A novel turbulence closure for high-fidelity numerical weather prediction

Lead Research Organisation: UNIVERSITY OF EXETER
Department Name: Mathematics

Abstract

The representation of turbulent processes in numerical weather prediction (NWP) models is key for capturing extreme weather events such as convective storms, heavy rainfall and accompanying damaging winds. Convective scale phenomena are manifested locally but are born through the interactions between large and small-scale motions and therefore are challenging to predict. Conventional turbulence modelling requires a clear scale separation between turbulent and synoptic flow implying that all turbulence is parametrised. However, increasing the resolution of NWP models to the sub-kilometric scales makes the boundary layer and the cloud-scale flows partially resolved. Hence, the fundamental assumptions behind turbulence closures do not hold in this resolution regime which is termed the 'grey zone' of turbulence. This results in substantial implications for high-resolution NWP with limitations for the value of sub-kilometric models. The novel method proposed here has the potential to overcome these limitations, thereby realising the full value of sub-kilometre simulations and leading to higher fidelity operational weather forecasts.

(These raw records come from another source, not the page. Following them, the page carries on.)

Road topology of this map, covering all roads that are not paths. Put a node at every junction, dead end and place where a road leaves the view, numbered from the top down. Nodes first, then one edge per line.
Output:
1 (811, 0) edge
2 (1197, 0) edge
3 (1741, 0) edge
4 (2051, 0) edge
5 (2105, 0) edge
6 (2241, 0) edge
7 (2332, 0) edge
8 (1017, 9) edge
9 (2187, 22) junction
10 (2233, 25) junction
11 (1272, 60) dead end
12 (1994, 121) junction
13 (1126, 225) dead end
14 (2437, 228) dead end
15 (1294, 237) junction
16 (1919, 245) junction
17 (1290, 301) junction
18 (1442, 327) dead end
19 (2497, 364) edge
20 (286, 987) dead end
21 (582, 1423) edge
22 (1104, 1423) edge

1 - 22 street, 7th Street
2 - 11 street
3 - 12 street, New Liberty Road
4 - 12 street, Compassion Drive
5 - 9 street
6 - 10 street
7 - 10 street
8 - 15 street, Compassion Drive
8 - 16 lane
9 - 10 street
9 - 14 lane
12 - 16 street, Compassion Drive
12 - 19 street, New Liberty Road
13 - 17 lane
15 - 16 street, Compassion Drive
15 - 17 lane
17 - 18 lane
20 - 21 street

The project aims to break the deadlock of grey-zone turbulence modelling by developing a dynamic length scale closure. The method will be implemented within the Met Office Unified Model (UM) and is expected to lead to significant improvements in the prediction of high-impact weather events. The novel closure will provide better parametrisation of subgrid turbulence which will result in a more faithful representation of resolved turbulence structures in very high resolution models. This will lead in turn to more accurate simulation of the evolution of the atmospheric boundary layer and its transitions, whilst also improving the representation of moist convective turbulence seamlessly across the scales, thereby better predicting the timing and development of convective clouds. As a starting point, the new method will provide a relaxation of the assumptions made within the current operational UM turbulence blending scheme, a necessary step in order to facilitate adaptation to the sub-km resolution regime. Going a step further and combining the dynamic approach with a higher order closure will result in a truly novel model able to reproduce the transitions of turbulent transport across the scales, from the fully resolved all the way to the fully parametrised turbulence regime.

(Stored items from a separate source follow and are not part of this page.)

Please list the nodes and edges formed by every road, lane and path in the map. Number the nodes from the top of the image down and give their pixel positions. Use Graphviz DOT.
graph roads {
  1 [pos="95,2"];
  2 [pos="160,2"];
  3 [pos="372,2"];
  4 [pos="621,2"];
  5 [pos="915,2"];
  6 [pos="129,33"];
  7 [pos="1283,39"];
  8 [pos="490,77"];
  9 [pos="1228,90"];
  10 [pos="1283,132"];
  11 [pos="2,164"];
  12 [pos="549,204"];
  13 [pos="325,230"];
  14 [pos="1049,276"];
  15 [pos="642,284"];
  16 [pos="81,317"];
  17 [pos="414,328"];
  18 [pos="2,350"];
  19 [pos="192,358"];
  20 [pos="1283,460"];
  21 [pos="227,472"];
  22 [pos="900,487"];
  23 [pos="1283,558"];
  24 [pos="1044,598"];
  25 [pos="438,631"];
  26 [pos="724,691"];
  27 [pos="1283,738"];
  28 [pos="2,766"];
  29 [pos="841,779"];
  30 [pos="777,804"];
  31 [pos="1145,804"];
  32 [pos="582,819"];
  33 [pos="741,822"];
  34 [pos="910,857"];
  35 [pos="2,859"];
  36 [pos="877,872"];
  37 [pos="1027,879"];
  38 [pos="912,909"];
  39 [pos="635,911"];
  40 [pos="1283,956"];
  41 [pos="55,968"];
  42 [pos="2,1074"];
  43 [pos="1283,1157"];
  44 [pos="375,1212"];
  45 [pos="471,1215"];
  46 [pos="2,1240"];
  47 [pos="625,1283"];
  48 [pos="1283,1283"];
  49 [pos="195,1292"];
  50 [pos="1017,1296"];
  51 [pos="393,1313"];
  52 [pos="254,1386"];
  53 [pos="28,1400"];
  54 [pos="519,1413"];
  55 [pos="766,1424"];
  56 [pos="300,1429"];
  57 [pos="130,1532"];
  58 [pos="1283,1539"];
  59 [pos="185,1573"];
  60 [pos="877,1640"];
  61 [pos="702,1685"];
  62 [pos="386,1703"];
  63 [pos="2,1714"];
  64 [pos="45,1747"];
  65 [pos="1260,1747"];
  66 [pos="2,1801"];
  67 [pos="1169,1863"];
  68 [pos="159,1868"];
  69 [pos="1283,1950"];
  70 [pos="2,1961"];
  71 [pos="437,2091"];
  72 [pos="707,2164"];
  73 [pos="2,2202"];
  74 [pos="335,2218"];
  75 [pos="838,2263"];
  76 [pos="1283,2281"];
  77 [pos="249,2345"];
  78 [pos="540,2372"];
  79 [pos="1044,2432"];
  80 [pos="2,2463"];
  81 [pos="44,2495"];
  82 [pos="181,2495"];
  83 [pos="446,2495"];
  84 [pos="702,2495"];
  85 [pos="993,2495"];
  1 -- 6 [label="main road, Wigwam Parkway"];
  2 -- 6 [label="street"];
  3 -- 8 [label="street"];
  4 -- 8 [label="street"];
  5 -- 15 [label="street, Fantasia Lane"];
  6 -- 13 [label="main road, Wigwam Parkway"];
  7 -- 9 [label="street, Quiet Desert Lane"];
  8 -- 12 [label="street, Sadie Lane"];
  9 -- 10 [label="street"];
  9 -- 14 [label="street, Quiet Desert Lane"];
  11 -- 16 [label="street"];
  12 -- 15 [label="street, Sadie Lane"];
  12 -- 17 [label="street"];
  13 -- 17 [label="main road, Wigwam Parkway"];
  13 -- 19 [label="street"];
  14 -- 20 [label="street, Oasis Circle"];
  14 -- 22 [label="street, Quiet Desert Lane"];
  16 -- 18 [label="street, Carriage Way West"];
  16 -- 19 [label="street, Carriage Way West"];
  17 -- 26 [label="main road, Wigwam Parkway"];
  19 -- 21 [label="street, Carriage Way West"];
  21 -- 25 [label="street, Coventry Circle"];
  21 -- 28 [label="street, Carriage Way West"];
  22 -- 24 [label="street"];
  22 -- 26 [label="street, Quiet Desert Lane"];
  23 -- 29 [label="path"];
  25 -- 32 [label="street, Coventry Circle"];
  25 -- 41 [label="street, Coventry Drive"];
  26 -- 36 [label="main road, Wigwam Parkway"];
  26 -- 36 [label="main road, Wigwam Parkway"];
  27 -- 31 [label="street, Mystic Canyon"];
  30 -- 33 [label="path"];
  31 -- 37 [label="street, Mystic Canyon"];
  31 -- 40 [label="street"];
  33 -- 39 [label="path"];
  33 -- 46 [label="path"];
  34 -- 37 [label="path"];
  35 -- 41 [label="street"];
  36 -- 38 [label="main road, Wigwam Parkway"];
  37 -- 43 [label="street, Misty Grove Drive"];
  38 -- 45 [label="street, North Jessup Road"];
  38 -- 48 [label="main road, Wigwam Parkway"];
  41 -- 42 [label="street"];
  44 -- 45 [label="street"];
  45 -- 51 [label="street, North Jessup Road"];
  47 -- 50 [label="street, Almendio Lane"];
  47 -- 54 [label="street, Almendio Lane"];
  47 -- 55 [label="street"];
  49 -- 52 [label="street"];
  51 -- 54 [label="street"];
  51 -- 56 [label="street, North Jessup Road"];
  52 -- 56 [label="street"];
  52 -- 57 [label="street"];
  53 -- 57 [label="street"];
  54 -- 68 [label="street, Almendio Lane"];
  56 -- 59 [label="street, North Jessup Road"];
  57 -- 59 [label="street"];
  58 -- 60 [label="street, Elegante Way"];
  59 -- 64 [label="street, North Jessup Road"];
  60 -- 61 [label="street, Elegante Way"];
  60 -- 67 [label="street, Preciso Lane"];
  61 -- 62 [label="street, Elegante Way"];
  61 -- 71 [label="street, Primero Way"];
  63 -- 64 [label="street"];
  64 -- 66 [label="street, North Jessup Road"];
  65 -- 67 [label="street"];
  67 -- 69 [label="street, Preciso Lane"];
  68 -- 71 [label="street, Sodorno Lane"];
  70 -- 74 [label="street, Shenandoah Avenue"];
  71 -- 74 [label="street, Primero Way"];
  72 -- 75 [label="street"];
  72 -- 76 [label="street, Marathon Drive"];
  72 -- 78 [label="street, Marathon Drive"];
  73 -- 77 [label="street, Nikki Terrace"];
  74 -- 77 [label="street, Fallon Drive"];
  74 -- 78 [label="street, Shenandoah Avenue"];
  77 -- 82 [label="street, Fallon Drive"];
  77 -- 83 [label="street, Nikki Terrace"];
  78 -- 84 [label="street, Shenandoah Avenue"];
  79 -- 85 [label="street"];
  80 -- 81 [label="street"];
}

The new method will be developed in steps of varying complexity starting from the dynamic blending of the current operational UM scheme and moving gradually to a higher-order dynamic, 3-dimensional turbulence scheme with self-adapting closure parameters. The new dynamic approaches will be evaluated against the conventional static schemes and validated with data from the WesCon field campaign as well as other readily-available observational datasets. WesCon has an emphasis on the understanding of updrafts and turbulence and their interaction with other processes, making this a unique testbed for the validation of the proposed approach. At the same time our work will focus on thoroughly understanding the length scales of unresolved turbulence, especially in deep storm clouds where current knowledge is limited. We will carefully assess the impact of gradually increasing the complexity of the new method examining the benefits for the increased fidelity of weather forecasts.